* How to complete this task *
The lines to find are those in the entries that hold the word "numbered"; copy every one of them.
※
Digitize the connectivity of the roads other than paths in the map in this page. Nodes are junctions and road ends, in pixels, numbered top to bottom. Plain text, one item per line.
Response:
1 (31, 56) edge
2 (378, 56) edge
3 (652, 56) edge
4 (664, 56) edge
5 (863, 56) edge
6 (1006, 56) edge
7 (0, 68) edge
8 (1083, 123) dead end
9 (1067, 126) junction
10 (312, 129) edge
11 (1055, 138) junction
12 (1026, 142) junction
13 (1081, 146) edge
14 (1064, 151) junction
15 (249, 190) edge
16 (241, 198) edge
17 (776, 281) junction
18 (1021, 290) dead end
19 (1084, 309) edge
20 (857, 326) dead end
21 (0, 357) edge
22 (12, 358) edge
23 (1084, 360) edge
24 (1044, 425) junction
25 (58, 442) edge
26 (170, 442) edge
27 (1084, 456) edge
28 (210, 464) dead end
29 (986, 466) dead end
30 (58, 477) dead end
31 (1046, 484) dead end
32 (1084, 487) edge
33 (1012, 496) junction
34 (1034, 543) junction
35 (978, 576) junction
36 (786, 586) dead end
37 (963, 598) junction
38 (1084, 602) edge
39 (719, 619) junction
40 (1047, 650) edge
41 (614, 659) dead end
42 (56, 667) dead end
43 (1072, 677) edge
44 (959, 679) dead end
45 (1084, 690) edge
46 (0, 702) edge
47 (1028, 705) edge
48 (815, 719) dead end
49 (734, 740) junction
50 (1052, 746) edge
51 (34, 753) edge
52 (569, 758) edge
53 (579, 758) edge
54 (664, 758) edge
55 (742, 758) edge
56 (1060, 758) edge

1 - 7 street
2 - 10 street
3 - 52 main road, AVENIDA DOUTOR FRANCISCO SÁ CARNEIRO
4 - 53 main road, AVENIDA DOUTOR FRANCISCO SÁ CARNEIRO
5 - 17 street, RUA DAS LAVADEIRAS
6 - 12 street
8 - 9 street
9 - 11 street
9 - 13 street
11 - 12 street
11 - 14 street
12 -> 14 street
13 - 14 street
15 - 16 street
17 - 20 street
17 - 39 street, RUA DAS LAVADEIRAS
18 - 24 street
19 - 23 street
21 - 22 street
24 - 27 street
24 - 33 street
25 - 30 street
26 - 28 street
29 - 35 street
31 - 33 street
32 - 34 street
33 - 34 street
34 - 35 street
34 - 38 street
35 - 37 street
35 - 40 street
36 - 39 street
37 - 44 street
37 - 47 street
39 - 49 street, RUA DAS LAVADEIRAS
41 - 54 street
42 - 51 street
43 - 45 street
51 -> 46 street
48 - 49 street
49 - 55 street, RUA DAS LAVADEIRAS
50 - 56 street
※
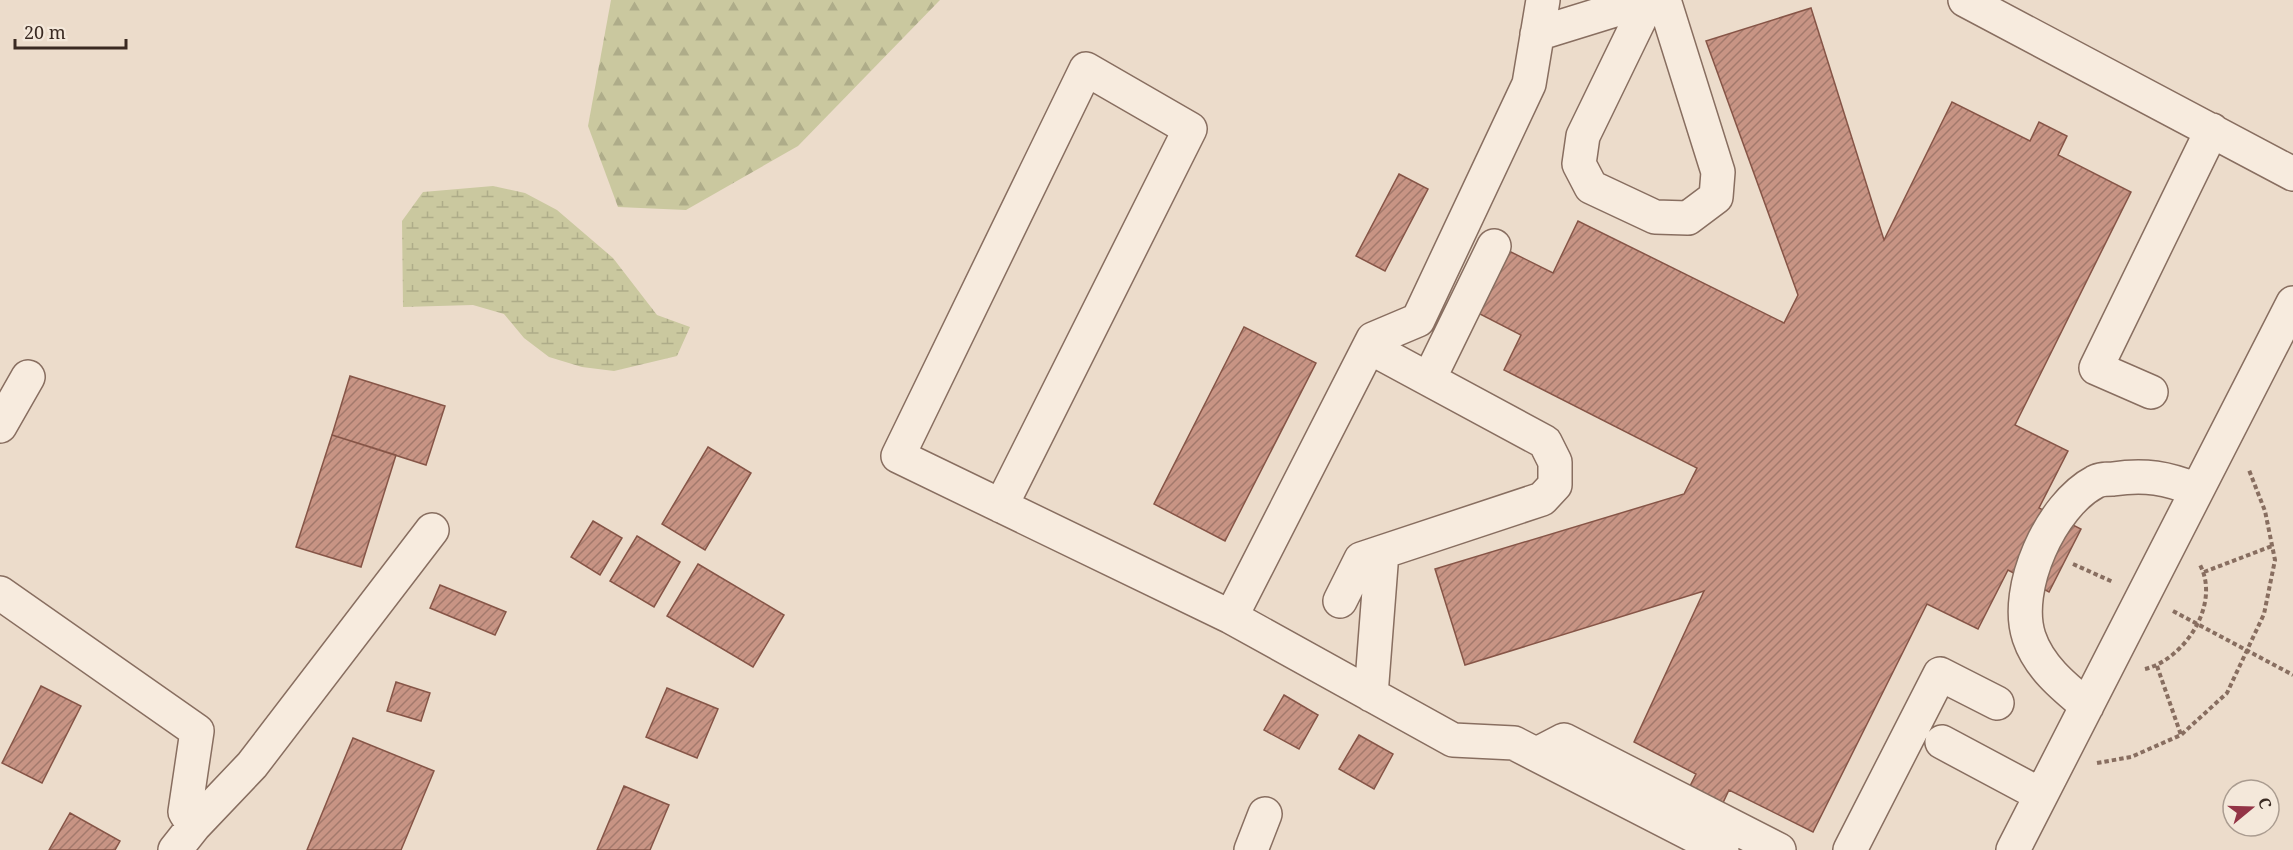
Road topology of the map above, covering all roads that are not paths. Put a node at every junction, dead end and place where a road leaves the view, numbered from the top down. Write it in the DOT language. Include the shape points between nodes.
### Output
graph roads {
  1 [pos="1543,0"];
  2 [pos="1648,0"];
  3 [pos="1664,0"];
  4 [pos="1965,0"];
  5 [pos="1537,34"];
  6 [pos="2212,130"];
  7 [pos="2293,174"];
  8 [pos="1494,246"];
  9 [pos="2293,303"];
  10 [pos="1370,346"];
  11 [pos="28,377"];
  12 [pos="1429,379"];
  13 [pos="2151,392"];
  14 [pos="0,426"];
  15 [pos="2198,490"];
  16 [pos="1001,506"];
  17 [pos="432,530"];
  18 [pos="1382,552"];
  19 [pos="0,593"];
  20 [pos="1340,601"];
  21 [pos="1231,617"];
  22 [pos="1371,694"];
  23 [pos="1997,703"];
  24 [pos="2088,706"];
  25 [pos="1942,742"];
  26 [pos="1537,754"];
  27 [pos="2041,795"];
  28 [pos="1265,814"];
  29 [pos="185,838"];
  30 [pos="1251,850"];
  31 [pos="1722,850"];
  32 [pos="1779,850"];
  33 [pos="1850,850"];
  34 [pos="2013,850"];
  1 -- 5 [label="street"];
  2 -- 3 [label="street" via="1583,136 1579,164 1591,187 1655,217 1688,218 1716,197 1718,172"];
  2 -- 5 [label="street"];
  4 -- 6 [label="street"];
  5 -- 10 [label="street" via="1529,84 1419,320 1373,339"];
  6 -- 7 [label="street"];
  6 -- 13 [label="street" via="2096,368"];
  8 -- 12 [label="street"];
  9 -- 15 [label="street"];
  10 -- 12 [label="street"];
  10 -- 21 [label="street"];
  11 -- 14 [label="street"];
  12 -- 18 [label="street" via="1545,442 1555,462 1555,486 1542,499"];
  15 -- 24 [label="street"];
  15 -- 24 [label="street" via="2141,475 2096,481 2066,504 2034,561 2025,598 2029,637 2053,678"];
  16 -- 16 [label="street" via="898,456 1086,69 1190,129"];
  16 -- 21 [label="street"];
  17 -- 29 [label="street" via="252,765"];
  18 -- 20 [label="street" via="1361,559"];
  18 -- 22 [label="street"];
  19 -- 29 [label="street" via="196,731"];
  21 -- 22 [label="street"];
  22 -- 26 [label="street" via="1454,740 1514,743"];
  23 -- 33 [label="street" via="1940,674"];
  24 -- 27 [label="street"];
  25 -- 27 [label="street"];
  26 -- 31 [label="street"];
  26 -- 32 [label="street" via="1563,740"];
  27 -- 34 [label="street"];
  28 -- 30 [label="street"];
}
※
* Exercise solution *
Digitize the connectivity of the roads other than paths in the map in this page. Nodes are junctions and road ends, in pixels, numbered top to bottom. Plain text, one item per line.
Road topology of the map above, covering all roads that are not paths. Put a node at every junction, dead end and place where a road leaves the view, numbered from the top down. Write it in the DOT language. Include the shape points between nodes.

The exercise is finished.